Data records →

************

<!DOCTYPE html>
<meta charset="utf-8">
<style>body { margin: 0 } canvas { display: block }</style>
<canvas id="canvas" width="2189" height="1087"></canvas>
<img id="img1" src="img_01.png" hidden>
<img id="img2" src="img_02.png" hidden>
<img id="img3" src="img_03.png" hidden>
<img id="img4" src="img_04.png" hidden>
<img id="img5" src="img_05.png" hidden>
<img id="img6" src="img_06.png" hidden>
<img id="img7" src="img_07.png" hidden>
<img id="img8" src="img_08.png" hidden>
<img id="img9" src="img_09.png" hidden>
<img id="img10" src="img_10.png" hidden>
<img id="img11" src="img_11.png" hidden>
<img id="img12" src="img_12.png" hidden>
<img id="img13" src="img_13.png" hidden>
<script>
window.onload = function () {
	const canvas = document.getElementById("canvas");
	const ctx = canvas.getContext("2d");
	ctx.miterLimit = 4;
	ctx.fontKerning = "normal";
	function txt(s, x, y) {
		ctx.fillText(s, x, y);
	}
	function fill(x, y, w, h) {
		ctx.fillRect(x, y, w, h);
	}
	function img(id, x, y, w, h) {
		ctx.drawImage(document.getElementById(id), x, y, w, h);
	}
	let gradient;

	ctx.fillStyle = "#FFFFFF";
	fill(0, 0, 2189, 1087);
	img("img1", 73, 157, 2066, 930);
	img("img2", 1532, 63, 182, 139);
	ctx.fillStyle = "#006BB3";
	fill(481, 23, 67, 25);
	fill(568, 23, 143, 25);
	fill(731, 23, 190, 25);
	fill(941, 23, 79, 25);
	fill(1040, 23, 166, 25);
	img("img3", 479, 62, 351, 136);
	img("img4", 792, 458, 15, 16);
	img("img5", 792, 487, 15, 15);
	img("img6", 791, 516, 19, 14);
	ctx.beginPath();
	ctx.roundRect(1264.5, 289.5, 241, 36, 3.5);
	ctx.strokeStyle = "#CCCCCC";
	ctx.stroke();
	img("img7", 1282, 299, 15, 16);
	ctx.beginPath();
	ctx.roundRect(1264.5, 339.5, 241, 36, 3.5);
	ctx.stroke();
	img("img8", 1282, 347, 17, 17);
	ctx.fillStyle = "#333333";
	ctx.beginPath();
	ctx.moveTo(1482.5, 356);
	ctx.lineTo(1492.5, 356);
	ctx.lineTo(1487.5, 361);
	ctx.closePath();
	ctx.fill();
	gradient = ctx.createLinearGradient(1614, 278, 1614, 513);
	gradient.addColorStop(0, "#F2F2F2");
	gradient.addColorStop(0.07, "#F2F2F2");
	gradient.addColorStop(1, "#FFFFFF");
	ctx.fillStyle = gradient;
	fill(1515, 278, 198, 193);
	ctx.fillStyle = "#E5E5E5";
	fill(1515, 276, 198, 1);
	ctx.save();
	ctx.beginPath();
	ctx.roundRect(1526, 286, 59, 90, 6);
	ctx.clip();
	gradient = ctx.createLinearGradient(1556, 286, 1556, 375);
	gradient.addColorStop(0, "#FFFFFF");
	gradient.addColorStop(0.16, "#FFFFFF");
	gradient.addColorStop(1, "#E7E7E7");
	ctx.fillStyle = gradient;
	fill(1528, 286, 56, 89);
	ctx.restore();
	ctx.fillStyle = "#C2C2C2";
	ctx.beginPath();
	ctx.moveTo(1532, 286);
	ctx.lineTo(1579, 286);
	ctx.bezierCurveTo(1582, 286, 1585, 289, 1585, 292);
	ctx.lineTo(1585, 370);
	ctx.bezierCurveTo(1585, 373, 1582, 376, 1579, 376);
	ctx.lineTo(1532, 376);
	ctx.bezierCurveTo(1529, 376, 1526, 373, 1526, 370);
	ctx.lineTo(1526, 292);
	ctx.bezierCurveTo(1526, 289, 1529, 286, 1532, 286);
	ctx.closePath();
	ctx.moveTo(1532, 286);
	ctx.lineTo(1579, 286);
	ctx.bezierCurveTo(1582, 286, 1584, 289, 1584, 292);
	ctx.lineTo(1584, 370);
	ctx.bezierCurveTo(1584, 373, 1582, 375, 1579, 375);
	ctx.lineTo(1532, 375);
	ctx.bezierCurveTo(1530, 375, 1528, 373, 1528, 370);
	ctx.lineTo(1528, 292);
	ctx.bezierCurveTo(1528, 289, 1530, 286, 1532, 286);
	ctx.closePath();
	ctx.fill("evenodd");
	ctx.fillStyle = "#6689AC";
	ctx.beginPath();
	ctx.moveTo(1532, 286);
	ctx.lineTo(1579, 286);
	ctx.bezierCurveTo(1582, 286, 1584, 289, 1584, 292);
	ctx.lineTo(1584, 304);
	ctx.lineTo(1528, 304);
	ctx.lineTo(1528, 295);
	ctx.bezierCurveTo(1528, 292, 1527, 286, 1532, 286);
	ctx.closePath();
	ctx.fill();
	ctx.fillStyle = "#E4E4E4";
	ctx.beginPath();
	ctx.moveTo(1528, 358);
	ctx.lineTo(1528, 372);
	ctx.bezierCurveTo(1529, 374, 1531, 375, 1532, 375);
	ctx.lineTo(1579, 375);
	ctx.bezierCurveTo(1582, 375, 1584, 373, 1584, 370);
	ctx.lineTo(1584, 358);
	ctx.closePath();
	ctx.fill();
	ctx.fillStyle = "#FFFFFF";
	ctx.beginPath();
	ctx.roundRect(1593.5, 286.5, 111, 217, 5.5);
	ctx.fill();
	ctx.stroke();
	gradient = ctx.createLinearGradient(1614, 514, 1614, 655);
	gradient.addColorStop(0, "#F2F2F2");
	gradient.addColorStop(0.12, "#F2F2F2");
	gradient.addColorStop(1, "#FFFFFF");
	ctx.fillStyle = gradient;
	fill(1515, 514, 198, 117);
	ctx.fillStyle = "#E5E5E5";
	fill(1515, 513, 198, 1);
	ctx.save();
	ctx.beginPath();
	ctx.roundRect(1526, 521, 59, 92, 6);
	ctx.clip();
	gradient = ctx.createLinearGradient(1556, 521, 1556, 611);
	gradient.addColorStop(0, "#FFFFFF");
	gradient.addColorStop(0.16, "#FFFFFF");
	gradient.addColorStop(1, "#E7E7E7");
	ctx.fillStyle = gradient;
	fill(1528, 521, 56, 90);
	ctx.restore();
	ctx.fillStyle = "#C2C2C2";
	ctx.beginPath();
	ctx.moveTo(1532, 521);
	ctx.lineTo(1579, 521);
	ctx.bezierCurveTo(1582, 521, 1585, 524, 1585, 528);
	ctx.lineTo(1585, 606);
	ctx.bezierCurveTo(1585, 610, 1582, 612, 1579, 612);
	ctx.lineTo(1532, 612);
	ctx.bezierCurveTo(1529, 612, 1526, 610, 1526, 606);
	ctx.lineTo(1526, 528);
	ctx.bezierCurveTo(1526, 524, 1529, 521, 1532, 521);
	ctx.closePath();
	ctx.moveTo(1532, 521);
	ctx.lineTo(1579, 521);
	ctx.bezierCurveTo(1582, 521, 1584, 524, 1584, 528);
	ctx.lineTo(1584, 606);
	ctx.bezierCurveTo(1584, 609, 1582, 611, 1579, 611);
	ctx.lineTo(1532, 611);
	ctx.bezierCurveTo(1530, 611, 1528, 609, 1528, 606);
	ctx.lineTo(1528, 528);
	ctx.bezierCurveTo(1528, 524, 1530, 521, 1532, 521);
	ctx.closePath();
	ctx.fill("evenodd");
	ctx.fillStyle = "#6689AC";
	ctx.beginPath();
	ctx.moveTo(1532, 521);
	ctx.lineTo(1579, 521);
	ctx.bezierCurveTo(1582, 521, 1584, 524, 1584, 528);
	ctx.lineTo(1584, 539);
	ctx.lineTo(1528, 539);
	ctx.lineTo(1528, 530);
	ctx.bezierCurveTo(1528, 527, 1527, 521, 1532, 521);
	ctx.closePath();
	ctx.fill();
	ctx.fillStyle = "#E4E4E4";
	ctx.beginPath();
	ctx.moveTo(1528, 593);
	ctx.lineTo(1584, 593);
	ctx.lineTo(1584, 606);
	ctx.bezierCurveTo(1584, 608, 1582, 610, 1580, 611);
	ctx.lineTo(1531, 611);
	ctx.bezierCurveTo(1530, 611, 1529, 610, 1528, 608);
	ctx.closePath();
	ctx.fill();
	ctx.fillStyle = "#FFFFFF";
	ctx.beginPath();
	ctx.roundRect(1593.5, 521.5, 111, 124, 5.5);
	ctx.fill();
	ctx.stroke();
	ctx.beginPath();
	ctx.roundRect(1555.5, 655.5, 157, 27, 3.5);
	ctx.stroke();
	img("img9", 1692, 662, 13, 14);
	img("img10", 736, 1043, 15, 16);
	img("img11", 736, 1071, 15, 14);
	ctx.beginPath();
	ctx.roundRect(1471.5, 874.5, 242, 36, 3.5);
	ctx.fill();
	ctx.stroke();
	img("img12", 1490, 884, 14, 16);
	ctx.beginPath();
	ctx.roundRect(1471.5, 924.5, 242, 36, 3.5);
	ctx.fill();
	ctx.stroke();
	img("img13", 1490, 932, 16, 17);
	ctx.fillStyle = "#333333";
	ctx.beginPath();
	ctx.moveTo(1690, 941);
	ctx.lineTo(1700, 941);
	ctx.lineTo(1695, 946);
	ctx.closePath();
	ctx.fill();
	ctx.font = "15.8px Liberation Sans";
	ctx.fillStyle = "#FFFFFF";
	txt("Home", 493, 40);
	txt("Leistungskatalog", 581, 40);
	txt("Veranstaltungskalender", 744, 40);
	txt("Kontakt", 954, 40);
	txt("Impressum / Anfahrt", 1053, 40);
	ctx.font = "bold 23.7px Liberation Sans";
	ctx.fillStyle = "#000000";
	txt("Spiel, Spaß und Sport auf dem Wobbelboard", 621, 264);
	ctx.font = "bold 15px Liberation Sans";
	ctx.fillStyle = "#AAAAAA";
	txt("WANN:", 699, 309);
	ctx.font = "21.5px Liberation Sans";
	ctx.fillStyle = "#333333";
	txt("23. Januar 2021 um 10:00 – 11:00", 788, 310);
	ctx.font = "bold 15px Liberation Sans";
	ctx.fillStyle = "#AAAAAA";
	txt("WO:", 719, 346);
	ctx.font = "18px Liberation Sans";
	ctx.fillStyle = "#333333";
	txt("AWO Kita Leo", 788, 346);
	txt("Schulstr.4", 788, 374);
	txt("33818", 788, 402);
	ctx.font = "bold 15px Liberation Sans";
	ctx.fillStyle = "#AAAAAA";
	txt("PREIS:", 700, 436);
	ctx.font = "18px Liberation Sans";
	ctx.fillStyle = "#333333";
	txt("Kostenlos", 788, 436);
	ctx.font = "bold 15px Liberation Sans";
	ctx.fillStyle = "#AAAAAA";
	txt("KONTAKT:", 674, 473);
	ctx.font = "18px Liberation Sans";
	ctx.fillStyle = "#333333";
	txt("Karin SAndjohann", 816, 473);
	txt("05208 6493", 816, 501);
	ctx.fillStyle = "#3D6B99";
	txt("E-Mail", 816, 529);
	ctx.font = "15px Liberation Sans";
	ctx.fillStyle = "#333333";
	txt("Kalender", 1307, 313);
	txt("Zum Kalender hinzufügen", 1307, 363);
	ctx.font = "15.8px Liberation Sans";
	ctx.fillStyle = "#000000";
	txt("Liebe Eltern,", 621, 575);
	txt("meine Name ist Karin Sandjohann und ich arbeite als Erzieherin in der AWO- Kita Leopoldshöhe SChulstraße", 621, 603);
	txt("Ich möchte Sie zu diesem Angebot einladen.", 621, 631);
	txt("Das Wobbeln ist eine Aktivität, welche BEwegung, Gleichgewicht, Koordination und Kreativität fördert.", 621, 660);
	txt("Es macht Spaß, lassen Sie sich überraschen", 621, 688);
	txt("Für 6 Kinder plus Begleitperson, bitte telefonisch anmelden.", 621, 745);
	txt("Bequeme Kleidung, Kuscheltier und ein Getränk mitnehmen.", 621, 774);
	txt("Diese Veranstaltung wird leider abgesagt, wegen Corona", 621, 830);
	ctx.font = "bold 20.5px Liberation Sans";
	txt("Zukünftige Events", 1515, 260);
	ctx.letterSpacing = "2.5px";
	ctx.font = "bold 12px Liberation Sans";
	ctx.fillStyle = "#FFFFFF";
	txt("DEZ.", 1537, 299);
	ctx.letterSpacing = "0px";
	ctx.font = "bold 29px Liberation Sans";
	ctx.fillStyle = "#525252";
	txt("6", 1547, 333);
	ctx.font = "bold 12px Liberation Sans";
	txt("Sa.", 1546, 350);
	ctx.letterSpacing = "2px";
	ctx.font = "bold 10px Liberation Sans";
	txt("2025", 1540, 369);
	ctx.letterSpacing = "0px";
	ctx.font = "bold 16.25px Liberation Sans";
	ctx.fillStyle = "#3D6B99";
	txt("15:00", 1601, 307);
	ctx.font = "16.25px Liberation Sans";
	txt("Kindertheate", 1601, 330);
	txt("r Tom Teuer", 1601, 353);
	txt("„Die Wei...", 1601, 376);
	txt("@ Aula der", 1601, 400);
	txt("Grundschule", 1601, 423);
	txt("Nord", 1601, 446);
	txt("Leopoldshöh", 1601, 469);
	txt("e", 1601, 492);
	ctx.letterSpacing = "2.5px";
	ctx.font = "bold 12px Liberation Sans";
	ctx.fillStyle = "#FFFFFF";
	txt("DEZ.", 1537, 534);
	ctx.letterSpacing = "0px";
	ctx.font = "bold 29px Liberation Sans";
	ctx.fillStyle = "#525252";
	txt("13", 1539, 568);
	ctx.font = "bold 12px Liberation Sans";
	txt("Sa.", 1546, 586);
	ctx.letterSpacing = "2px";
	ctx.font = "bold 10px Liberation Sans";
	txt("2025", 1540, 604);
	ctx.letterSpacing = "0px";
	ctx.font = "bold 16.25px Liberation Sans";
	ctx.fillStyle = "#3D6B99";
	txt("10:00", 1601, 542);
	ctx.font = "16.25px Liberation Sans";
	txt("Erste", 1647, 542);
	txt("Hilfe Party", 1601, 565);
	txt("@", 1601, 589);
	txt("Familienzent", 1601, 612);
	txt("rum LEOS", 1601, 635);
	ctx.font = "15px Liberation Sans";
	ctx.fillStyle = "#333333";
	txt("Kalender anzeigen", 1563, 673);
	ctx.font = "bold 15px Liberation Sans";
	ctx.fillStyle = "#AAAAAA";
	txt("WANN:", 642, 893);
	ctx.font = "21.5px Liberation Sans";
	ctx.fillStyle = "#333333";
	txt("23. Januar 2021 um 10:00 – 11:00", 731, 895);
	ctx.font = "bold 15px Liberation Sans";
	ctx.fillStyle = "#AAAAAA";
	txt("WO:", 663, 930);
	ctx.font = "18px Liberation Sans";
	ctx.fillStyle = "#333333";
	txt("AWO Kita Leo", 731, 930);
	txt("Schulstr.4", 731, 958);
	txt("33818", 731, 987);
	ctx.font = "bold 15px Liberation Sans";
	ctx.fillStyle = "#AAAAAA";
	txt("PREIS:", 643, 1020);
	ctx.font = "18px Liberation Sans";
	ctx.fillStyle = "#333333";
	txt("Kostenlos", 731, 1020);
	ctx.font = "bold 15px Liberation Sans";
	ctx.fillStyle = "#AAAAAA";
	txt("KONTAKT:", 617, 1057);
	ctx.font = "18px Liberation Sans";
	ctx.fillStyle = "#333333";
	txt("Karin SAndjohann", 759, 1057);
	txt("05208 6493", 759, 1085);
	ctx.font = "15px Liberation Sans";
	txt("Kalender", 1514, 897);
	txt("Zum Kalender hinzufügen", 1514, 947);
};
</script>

************

Among the entries, how many lines hold the word "hinzufügen"? Please answer with only that number.

Task response →
2